SUPPLIED MATERIAL –
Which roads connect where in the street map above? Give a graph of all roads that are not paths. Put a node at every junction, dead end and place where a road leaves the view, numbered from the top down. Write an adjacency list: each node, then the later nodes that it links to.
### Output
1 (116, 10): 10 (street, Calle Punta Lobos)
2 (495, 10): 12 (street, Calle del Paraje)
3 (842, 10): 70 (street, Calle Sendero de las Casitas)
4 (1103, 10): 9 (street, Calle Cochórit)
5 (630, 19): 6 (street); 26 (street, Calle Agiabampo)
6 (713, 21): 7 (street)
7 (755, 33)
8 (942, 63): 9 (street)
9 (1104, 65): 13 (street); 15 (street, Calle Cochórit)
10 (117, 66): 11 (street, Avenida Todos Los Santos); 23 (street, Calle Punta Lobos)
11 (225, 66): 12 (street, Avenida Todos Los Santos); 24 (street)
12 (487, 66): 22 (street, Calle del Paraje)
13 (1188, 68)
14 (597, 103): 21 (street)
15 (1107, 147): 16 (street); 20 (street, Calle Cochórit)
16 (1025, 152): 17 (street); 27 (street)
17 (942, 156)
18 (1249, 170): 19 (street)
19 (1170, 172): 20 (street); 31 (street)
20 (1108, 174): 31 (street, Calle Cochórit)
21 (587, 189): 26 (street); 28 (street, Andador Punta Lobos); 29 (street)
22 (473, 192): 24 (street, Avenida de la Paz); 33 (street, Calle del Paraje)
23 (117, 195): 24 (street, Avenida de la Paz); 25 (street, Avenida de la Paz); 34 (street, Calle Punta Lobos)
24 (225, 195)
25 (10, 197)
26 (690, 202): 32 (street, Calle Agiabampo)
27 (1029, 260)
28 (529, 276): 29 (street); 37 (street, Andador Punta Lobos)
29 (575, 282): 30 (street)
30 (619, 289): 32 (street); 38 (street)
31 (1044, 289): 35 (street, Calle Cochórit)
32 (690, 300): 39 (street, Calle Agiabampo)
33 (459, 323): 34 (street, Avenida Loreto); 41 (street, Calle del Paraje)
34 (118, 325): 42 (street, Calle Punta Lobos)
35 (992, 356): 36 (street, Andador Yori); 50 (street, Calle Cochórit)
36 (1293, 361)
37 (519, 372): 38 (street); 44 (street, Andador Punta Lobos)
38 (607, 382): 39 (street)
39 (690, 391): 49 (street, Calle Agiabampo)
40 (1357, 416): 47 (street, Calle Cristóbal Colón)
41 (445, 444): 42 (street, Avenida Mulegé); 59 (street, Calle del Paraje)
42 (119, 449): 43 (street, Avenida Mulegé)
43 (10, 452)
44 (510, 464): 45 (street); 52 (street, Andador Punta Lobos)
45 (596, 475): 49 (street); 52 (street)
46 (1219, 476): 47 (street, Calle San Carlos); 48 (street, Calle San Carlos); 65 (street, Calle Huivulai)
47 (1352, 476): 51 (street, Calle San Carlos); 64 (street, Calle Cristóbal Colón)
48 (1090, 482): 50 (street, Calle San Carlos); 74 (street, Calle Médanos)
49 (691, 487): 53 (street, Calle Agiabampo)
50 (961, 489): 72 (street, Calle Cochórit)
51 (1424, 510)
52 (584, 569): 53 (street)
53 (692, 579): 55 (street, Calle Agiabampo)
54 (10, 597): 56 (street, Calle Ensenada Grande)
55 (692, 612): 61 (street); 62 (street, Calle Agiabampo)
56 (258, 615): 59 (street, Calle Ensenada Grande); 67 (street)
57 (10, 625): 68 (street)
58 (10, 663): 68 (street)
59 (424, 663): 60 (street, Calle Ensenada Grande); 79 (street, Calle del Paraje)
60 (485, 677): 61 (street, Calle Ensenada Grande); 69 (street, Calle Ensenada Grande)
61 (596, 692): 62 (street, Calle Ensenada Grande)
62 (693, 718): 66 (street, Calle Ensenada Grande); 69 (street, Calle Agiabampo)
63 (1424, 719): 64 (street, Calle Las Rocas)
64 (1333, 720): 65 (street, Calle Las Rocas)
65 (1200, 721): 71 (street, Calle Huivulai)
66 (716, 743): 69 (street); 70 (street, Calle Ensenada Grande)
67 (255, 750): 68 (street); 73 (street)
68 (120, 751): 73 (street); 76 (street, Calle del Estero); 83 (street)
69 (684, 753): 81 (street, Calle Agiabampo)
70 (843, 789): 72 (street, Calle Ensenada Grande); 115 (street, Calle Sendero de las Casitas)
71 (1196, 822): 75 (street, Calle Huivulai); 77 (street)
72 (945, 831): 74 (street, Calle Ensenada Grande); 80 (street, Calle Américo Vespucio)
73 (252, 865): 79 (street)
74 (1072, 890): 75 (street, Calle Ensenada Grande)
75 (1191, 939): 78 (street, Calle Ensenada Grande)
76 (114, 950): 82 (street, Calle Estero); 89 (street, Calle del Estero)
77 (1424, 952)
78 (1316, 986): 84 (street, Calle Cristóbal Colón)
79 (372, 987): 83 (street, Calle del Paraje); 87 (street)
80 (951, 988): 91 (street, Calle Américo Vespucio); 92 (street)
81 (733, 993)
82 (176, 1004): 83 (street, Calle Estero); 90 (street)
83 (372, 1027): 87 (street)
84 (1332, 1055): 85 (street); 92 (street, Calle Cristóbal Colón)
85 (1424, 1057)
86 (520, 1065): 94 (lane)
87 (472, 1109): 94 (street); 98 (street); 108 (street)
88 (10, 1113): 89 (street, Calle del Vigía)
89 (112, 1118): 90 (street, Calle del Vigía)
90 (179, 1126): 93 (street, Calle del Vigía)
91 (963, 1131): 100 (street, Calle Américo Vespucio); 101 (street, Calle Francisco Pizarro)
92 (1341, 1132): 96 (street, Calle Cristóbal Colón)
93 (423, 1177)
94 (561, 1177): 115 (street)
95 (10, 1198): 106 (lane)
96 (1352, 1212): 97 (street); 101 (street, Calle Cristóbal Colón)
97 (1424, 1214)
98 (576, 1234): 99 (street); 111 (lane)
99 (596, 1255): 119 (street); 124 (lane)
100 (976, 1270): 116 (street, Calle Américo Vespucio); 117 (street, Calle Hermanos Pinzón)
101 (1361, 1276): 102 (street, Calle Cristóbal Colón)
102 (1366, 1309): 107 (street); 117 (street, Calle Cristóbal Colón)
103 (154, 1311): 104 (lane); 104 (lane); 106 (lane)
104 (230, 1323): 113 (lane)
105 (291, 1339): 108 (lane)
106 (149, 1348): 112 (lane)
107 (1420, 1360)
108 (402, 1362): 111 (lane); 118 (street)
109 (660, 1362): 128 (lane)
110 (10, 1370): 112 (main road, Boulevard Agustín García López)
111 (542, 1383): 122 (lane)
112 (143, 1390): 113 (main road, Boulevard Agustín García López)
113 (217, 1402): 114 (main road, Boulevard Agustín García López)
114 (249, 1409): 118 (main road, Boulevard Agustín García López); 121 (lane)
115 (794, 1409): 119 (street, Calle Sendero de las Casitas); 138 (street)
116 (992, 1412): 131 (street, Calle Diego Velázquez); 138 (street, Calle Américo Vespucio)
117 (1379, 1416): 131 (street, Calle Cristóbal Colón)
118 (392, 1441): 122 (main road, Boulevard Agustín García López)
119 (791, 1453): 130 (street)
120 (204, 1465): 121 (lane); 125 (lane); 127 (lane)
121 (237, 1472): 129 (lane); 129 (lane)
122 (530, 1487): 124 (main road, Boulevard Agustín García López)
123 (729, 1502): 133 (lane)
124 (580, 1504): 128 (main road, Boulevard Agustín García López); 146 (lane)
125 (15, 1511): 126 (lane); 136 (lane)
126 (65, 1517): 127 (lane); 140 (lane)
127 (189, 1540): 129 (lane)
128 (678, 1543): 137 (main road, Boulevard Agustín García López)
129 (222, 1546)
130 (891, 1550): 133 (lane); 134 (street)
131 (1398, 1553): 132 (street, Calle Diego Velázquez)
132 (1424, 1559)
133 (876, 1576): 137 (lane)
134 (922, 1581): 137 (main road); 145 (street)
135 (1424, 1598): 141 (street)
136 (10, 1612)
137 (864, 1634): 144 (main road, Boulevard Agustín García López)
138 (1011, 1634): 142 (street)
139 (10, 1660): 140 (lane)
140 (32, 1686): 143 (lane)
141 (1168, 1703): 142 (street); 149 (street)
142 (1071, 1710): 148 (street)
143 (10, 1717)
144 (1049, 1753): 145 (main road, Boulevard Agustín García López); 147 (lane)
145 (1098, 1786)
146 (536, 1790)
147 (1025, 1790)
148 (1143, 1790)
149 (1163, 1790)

PROBLEM – Go through the entries above and pull out each line with "Huivulai" in it.

RESULT OF THIS EXERCISE –
46 (1219, 476): 47 (street, Calle San Carlos); 48 (street, Calle San Carlos); 65 (street, Calle Huivulai)
65 (1200, 721): 71 (street, Calle Huivulai)
71 (1196, 822): 75 (street, Calle Huivulai); 77 (street)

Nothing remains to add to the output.